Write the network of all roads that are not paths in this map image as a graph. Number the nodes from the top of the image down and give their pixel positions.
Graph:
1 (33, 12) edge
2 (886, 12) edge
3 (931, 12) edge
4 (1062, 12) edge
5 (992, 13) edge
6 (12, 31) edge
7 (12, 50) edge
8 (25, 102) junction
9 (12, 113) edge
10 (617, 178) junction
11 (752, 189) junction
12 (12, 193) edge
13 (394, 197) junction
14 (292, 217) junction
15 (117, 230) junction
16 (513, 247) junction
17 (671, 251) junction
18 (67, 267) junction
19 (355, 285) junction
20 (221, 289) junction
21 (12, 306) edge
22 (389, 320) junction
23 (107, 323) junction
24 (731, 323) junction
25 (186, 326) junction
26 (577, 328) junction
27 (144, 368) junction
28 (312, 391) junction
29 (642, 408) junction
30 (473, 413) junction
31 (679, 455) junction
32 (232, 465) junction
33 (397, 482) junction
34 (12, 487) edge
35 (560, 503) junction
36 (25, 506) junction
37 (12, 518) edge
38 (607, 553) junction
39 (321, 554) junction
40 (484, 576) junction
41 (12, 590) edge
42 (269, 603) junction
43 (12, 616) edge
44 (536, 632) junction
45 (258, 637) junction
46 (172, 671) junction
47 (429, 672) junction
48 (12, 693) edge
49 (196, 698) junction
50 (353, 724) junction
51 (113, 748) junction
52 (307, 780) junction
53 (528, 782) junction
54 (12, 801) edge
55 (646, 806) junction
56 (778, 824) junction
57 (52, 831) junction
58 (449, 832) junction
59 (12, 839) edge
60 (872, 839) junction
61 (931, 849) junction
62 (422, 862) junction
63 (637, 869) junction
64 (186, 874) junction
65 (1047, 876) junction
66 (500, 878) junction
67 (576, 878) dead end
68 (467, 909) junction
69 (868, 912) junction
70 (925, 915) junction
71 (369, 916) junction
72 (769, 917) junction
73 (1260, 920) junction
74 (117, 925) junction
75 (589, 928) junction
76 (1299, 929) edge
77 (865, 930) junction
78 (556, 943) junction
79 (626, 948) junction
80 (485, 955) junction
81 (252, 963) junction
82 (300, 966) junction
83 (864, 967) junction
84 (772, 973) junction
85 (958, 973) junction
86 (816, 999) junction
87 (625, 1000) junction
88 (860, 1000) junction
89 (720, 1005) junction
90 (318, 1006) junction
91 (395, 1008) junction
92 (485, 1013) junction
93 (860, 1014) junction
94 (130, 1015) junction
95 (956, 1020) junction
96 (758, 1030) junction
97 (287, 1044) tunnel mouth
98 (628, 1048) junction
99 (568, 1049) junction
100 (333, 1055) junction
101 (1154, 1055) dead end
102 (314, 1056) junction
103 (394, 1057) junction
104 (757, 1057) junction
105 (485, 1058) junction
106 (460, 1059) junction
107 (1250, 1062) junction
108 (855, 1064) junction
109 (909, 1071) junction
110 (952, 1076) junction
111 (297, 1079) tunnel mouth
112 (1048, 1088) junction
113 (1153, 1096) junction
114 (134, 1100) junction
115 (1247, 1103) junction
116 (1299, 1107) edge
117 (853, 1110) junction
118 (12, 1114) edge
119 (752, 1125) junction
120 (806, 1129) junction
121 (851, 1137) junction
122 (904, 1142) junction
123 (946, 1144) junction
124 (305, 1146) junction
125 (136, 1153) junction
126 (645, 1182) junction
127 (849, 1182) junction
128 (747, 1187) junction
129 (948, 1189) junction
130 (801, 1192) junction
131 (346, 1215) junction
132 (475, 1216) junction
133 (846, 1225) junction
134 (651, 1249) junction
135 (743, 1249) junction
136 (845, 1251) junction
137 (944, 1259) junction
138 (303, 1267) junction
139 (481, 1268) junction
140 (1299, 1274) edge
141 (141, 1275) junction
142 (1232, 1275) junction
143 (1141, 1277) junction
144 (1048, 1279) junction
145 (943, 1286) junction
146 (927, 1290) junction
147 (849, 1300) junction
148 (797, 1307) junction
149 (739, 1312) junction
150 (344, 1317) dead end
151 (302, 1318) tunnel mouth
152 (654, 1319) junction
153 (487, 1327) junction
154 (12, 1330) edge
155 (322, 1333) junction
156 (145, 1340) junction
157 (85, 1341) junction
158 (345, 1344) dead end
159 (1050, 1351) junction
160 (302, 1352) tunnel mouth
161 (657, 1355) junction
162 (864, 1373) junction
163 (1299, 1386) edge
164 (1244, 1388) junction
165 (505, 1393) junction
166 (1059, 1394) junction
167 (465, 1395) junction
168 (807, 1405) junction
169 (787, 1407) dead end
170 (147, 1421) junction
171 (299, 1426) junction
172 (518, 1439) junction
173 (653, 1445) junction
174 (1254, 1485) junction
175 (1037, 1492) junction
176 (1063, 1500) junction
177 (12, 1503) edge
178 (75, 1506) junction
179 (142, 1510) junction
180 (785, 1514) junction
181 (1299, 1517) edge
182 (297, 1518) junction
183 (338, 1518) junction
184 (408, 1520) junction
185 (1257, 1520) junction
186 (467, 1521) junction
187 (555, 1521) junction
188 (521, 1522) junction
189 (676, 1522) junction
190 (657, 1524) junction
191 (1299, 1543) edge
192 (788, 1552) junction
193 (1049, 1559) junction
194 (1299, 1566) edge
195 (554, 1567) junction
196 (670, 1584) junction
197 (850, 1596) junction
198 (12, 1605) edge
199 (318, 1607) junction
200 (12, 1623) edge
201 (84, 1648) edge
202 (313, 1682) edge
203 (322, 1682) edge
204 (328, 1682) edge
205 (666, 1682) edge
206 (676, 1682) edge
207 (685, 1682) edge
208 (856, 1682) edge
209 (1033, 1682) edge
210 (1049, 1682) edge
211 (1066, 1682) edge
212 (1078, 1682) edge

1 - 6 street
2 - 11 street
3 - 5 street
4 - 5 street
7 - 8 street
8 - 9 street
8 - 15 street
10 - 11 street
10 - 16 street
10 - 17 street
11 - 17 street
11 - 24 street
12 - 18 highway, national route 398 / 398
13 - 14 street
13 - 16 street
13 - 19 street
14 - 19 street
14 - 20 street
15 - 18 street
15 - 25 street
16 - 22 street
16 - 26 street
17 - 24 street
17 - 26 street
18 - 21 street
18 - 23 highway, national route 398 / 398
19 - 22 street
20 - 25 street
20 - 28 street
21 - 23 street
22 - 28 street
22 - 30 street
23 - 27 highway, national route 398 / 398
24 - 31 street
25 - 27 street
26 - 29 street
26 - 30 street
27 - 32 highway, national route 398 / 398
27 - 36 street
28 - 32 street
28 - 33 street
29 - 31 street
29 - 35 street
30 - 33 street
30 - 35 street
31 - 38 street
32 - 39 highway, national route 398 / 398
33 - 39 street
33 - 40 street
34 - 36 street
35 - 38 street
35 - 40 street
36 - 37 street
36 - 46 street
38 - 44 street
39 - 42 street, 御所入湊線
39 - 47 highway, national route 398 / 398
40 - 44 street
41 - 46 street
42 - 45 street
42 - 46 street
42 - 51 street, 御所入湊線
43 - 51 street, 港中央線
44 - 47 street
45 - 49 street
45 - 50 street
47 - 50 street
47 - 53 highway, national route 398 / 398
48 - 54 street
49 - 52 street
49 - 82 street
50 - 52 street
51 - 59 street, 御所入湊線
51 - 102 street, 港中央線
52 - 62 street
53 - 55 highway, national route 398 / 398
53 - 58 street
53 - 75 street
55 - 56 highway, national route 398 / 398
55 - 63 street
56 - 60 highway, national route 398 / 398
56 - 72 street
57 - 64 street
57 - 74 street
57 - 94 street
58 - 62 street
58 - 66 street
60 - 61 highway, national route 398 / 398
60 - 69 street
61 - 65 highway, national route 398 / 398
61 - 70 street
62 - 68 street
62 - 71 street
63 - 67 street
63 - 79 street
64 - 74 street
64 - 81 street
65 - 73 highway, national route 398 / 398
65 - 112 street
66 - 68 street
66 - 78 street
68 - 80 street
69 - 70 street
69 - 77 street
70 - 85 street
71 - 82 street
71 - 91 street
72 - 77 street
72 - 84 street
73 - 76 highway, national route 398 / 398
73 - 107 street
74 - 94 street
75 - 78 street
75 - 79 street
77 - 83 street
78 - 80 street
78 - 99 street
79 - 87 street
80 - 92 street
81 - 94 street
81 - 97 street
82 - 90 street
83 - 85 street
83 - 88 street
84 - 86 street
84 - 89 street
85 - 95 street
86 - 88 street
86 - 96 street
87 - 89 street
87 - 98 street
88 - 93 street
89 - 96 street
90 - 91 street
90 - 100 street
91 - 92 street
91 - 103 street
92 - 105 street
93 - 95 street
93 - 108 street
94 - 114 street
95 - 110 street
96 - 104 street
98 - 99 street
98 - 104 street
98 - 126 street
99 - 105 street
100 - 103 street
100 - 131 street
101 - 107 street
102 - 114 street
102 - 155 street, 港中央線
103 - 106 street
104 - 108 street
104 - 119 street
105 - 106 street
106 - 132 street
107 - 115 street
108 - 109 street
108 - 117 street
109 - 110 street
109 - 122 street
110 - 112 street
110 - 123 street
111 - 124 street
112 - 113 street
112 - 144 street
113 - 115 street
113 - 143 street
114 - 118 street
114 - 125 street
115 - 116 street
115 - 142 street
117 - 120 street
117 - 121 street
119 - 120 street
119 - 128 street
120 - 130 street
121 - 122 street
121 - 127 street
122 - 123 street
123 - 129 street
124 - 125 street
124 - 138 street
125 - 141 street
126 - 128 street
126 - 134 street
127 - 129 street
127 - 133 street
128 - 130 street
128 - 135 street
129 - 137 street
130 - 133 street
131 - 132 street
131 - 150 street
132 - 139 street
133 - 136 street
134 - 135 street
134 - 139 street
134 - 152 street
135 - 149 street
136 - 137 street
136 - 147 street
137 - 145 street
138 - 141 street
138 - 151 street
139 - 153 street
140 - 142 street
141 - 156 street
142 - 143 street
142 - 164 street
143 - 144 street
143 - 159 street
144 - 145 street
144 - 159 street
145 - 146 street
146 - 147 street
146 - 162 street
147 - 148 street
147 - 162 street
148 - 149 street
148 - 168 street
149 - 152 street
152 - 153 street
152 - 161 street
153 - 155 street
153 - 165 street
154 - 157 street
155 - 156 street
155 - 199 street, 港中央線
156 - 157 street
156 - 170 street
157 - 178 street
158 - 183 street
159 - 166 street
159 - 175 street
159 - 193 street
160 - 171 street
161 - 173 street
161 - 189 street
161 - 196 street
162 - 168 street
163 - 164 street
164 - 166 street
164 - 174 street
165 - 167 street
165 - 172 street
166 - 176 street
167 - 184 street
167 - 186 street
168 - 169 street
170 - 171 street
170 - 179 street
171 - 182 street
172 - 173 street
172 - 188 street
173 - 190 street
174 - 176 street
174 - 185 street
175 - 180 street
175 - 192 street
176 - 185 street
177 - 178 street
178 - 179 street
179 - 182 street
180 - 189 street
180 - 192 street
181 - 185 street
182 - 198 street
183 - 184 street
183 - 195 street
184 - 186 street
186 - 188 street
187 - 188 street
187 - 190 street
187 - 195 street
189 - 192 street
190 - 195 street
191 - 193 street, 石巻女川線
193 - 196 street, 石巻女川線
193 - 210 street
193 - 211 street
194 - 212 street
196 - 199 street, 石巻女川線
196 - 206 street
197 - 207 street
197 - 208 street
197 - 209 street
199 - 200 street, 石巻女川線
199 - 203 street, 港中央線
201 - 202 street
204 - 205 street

▶ Exercise instructions:
Lines containing the string "dead" above: how many are there? Answer with the number only.

▶ Exercise output:
5